L’échantillon de population utilisé pour cette analyse (4 044 nouveau-nés issus d’une grossesse monofœtale) provenait de l’Avon Longitudinal Study of Parents and Children (ALSPAC) qui a inclus plus de 14 000 femmes enceintes avec une date d’accouchement prévue entre avril 1991 et décembre 1992. Les prélèvements sanguins avaient été effectués aussi tôt que possible (durant la première moitié de la grossesse), et les femmes avaient rempli quatre questionnaires au cours du suivi, dont un de fréquence alimentaire (administré à 32 semaines d’aménorrhée [SA]) pour 103 types de boissons et d’aliments, incluant différentes espèces de poissons gras et maigres, ce qui a permis de réaliser des analyses par sous-groupes.

Parmi les autres données collectées, l’âge de la mère, sa taille, son indice de masse corporelle de pré-grossesse, sa consommation de tabac et d’alcool durant la grossesse, le niveau d’études atteint et la parité ont été utilisés pour ajuster les modèles, avec le sexe de l’enfant et son âge gestationnel à la naissance. Les critères sanitaires considérés étaient les mensurations du nouveau-né (périmètre crânien, longueur crânio-caudale, poids), la prématurité (naissance avant 37 SA), ainsi que le petit poids de naissance (< 2 500 g) pour des analyses dans la population totale et restreinte aux naissances à terme.

Consommation de poisson et taux de mercure

L’étude montre une relation entre le taux de mercure plasmatique maternel et la fréquence de consommation de poisson, avec une différence particulièrement marquée entre les non-consommatrices (ayant répondu « jamais » ou « rarement » au questionnaire de fréquence) et le premier niveau de consommation (« environ une fois en deux semaines »). La concentration moyenne de mercure est ainsi de 1,63 μg/L chez les non-consommatrices de poisson maigre (18,6 % des répondantes), contre 2,09 μg/L chez les consommatrices occasionnelles (40,3 %), puis 2,35 μg/L chez les femmes déclarant consommer du poisson 1 à 3 fois par semaine (39,7 %), et 2,34 μg/L dans le petit groupe des fortes consommatrices (4 à 7 fois par semaine : n = 49). Les résultats correspondants pour le poisson gras sont : 1,75 μg/L (non-consommatrices représentant 42,7 % des répondantes), puis 2,28 μg/L, 2,52 et enfin 2,38 μg/L. En moyenne, les consommatrices de poisson (toutes catégories de fréquence réunies) présentent un taux de mercure plasmatique supérieur de 32,9 % à celui des femmes n’en consommant pas (2,21 ± 1,08 μg/L versus 1,52 ± 0,96 g/L).

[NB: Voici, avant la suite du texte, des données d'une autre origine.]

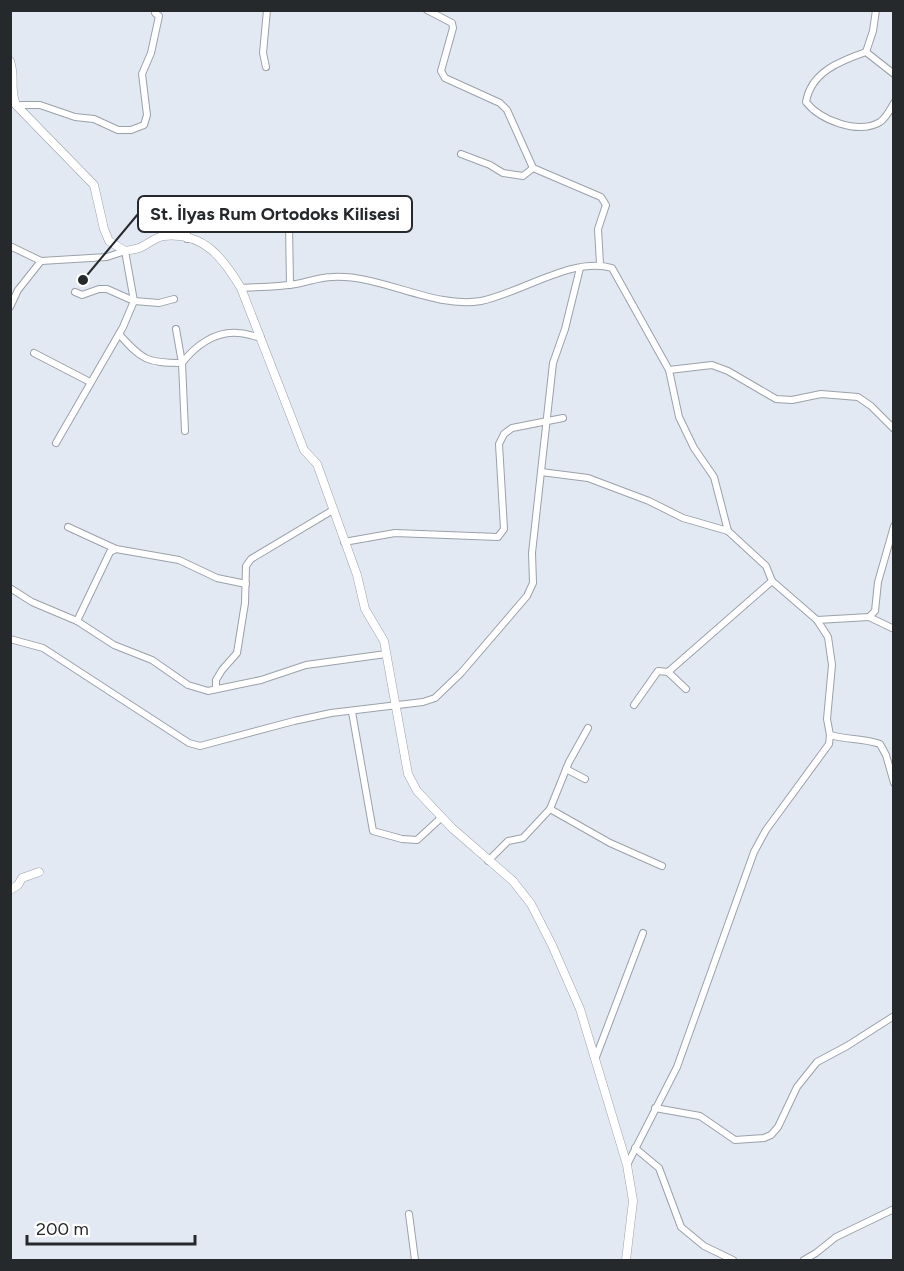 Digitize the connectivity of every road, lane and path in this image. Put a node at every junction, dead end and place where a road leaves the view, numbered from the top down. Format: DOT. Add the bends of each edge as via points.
graph roads {
  1 [pos="156,10"];
  2 [pos="267,10"];
  3 [pos="427,10"];
  4 [pos="876,10"];
  5 [pos="866,52"];
  6 [pos="10,61"];
  7 [pos="266,67"];
  8 [pos="894,74"];
  9 [pos="894,103"];
  10 [pos="16,105"];
  11 [pos="461,154"];
  12 [pos="533,168"];
  13 [pos="186,206"];
  14 [pos="289,224"];
  15 [pos="187,239"];
  16 [pos="10,246"];
  17 [pos="125,252"];
  18 [pos="41,261"];
  19 [pos="600,264"];
  20 [pos="580,268"];
  21 [pos="290,285"];
  22 [pos="241,288"];
  23 [pos="75,292"];
  24 [pos="174,299"];
  25 [pos="134,301"];
  26 [pos="10,307"];
  27 [pos="176,328"];
  28 [pos="119,334"];
  29 [pos="261,338"];
  30 [pos="34,353"];
  31 [pos="182,363"];
  32 [pos="669,370"];
  33 [pos="90,382"];
  34 [pos="563,418"];
  35 [pos="547,420"];
  36 [pos="894,429"];
  37 [pos="186,431"];
  38 [pos="56,443"];
  39 [pos="541,472"];
  40 [pos="333,510"];
  41 [pos="894,526"];
  42 [pos="68,527"];
  43 [pos="728,531"];
  44 [pos="344,542"];
  45 [pos="116,549"];
  46 [pos="772,581"];
  47 [pos="246,584"];
  48 [pos="10,588"];
  49 [pos="869,617"];
  50 [pos="817,620"];
  51 [pos="77,621"];
  52 [pos="894,629"];
  53 [pos="10,639"];
  54 [pos="386,654"];
  55 [pos="668,672"];
  56 [pos="686,689"];
  57 [pos="216,690"];
  58 [pos="395,705"];
  59 [pos="634,705"];
  60 [pos="352,712"];
  61 [pos="588,728"];
  62 [pos="830,735"];
  63 [pos="566,769"];
  64 [pos="585,779"];
  65 [pos="894,783"];
  66 [pos="550,809"];
  67 [pos="442,817"];
  68 [pos="488,861"];
  69 [pos="662,866"];
  70 [pos="39,872"];
  71 [pos="10,890"];
  72 [pos="643,933"];
  73 [pos="894,1016"];
  74 [pos="596,1057"];
  75 [pos="655,1108"];
  76 [pos="635,1148"];
  77 [pos="627,1166"];
  78 [pos="894,1209"];
  79 [pos="409,1214"];
  80 [pos="415,1260"];
  81 [pos="626,1260"];
  82 [pos="733,1260"];
  83 [pos="804,1260"];
  1 -- 10 [label="street" via="159,16 151,53 142,74 147,115 144,125 118,130 94,119 40,105"];
  2 -- 7 [label="street" via="263,53"];
  3 -- 12 [label="street" via="452,23 441,71 445,78 500,103 507,110"];
  4 -- 5 [label="street"];
  5 -- 8 [label="street"];
  5 -- 9 [label="street" via="818,76 806,102 818,114 858,127 878,123"];
  6 -- 10 [label="street" via="15,75 11,93"];
  10 -- 17 [label="street" via="94,185 104,229 110,241"];
  11 -- 12 [label="street" via="503,173 523,176"];
  12 -- 19 [label="street" via="601,197 606,205 598,229"];
  13 -- 15 [label="street"];
  14 -- 21 [label="street"];
  15 -- 17 [label="street" via="162,236"];
  15 -- 22 [label="street" via="211,248"];
  16 -- 18 [label="street"];
  17 -- 18 [label="street" via="107,257"];
  17 -- 25 [label="street"];
  18 -- 26 [label="street"];
  19 -- 20 [label="street"];
  19 -- 32 [label="street" via="612,268"];
  20 -- 21 [label="street" via="480,301 447,300 332,276"];
  20 -- 35 [label="street" via="553,363"];
  21 -- 22 [label="street"];
  22 -- 29 [label="street"];
  23 -- 25 [label="street" via="81,295 107,289"];
  24 -- 25 [label="street" via="159,303"];
  25 -- 28 [label="street"];
  27 -- 31 [label="street"];
  28 -- 31 [label="street" via="135,352 156,363"];
  28 -- 33 [label="street"];
  29 -- 31 [label="street" via="222,334 192,350"];
  29 -- 40 [label="street" via="304,450 317,464"];
  30 -- 33 [label="street"];
  31 -- 37 [label="street"];
  32 -- 36 [label="street" via="712,365 728,370 776,399 821,394 858,397"];
  32 -- 43 [label="street" via="679,417 714,477"];
  33 -- 38 [label="street"];
  34 -- 35 [label="street"];
  35 -- 39 [label="street"];
  35 -- 44 [label="street" via="512,428 499,444 504,529 498,537 395,533"];
  39 -- 43 [label="street" via="588,478 683,518"];
  39 -- 58 [label="street" via="532,553 533,583 528,596 435,698"];
  40 -- 44 [label="street"];
  40 -- 47 [label="street" via="251,559 246,566"];
  41 -- 49 [label="street" via="878,582 875,611"];
  42 -- 45 [label="street"];
  43 -- 46 [label="street" via="766,566"];
  44 -- 54 [label="street" via="365,609 384,641"];
  45 -- 47 [label="street" via="179,560 217,578"];
  45 -- 51 [label="street" via="110,552"];
  46 -- 50 [label="street"];
  46 -- 55 [label="street"];
  47 -- 57 [label="street" via="237,652 216,680"];
  48 -- 51 [label="street"];
  49 -- 50 [label="street"];
  49 -- 52 [label="street"];
  50 -- 62 [label="street" via="828,637 832,665 827,718"];
  51 -- 57 [label="street" via="114,645 152,660 188,684"];
  53 -- 60 [label="street" via="43,648 200,746 294,721"];
  54 -- 57 [label="street" via="306,665"];
  54 -- 58 [label="street"];
  55 -- 56 [label="street"];
  55 -- 59 [label="street" via="658,671"];
  58 -- 60 [label="street"];
  58 -- 67 [label="street" via="408,774 417,791"];
  60 -- 67 [label="street" via="374,831 417,840"];
  61 -- 63 [label="street"];
  62 -- 65 [label="street" via="880,744"];
  62 -- 75 [label="street" via="823,755 754,852 677,1067"];
  63 -- 64 [label="street"];
  63 -- 66 [label="street"];
  66 -- 68 [label="street" via="523,838 508,841"];
  66 -- 69 [label="street" via="610,843"];
  67 -- 68 [label="street"];
  68 -- 74 [label="street" via="513,881 531,904 580,1009"];
  70 -- 71 [label="street" via="22,878"];
  72 -- 74 [label="street"];
  73 -- 75 [label="street" via="817,1062 797,1087 778,1127 764,1138 735,1140 700,1116"];
  74 -- 77 [label="street"];
  75 -- 76 [label="street"];
  76 -- 77 [label="street"];
  76 -- 82 [label="street" via="659,1168 681,1227 704,1246"];
  77 -- 81 [label="street" via="633,1201"];
  78 -- 83 [label="street" via="836,1237"];
  79 -- 80 [label="street"];
}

Effet sur les critères sanitaires

Dans le modèle avec ajustement complet, le niveau du mercure dans le sang maternel n’apparaît pas associé aux mensurations du nouveau-né ni aux risques de naissance prématurée ou de faible poids. Après stratification selon la consommation de poisson (toutes espèces confondues), l’analyse de régression linéaire fait émerger une association négative entre le mercure plasmatique et le poids de naissance chez les non-consommatrices uniquement (coefficient de régression β [g] = -58,4 [IC95 : -113,81 à -2,97] ; p = 0,039), ce qui suggère un effet protecteur de la consommation de poisson. Une stratification supplémentaire ne montre pas d’effet délétère de la consommation de poisson gras sur les mensurations du nouveau-né (en particulier, pour l’association entre le mercure plasmatique et le poids de naissance : β = 0,18 [-17,87 à + 22,11] chez les consommatrices et β = -25,58 [-54,6 à + 3,45] chez les femmes déclarant ne pas manger de poisson gras).

Ces résultats indiquent qu’il faut encourager les femmes enceintes à suivre les recommandations qui leur sont destinées.


Publication analysée :

* Taylor CM1, Golding J, Emond AM. Blood mercury levels and fish consumption in pregnancy: risks and benefits for birth outcomes in a prospective observational birth cohort. Int J Hyg Environ Health 2016 ; 219 : 513-20. doi: 10.1016/j.ijheh.2016.05.004

1 Centre for Child and Adolescent Health, School of Social and Community Medicine, University of Bristol, Royaume-Uni.